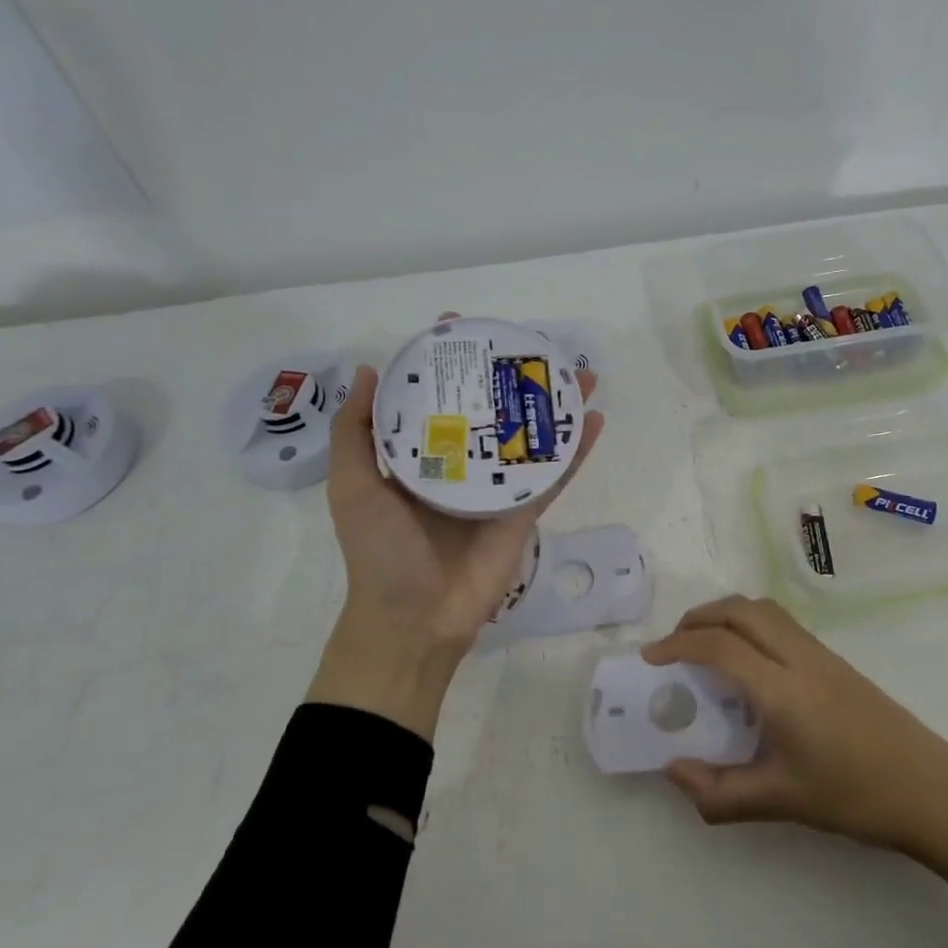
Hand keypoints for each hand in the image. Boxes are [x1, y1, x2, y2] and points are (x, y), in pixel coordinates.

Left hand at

==

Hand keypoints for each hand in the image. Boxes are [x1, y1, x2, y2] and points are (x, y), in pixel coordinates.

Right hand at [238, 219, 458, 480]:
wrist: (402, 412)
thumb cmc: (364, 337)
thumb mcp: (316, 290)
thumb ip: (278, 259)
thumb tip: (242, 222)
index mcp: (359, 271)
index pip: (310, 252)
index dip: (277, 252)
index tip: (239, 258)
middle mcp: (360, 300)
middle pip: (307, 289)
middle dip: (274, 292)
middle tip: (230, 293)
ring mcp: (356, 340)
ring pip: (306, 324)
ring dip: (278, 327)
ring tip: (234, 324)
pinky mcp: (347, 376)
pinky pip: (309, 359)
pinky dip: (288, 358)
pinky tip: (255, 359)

---

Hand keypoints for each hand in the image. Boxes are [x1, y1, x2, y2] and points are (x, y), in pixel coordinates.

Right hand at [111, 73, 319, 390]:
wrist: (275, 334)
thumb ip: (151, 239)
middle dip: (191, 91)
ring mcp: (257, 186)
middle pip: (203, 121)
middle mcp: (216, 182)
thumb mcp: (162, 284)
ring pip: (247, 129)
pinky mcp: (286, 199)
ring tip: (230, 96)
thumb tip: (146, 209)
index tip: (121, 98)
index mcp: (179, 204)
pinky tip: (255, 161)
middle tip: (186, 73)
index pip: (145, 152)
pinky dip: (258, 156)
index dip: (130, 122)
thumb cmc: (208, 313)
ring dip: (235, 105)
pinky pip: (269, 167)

Problem to work on
Find each line in the records holding the string "pinky" and show it.

Task output
pinky mcp: (347, 376)
pinky pip: (309, 359)
pinky dip: (288, 358)
pinky tip: (255, 359)
pinky mcp: (286, 199)
pinky tip: (255, 161)
pinky dip: (258, 156)
pinky pip: (269, 167)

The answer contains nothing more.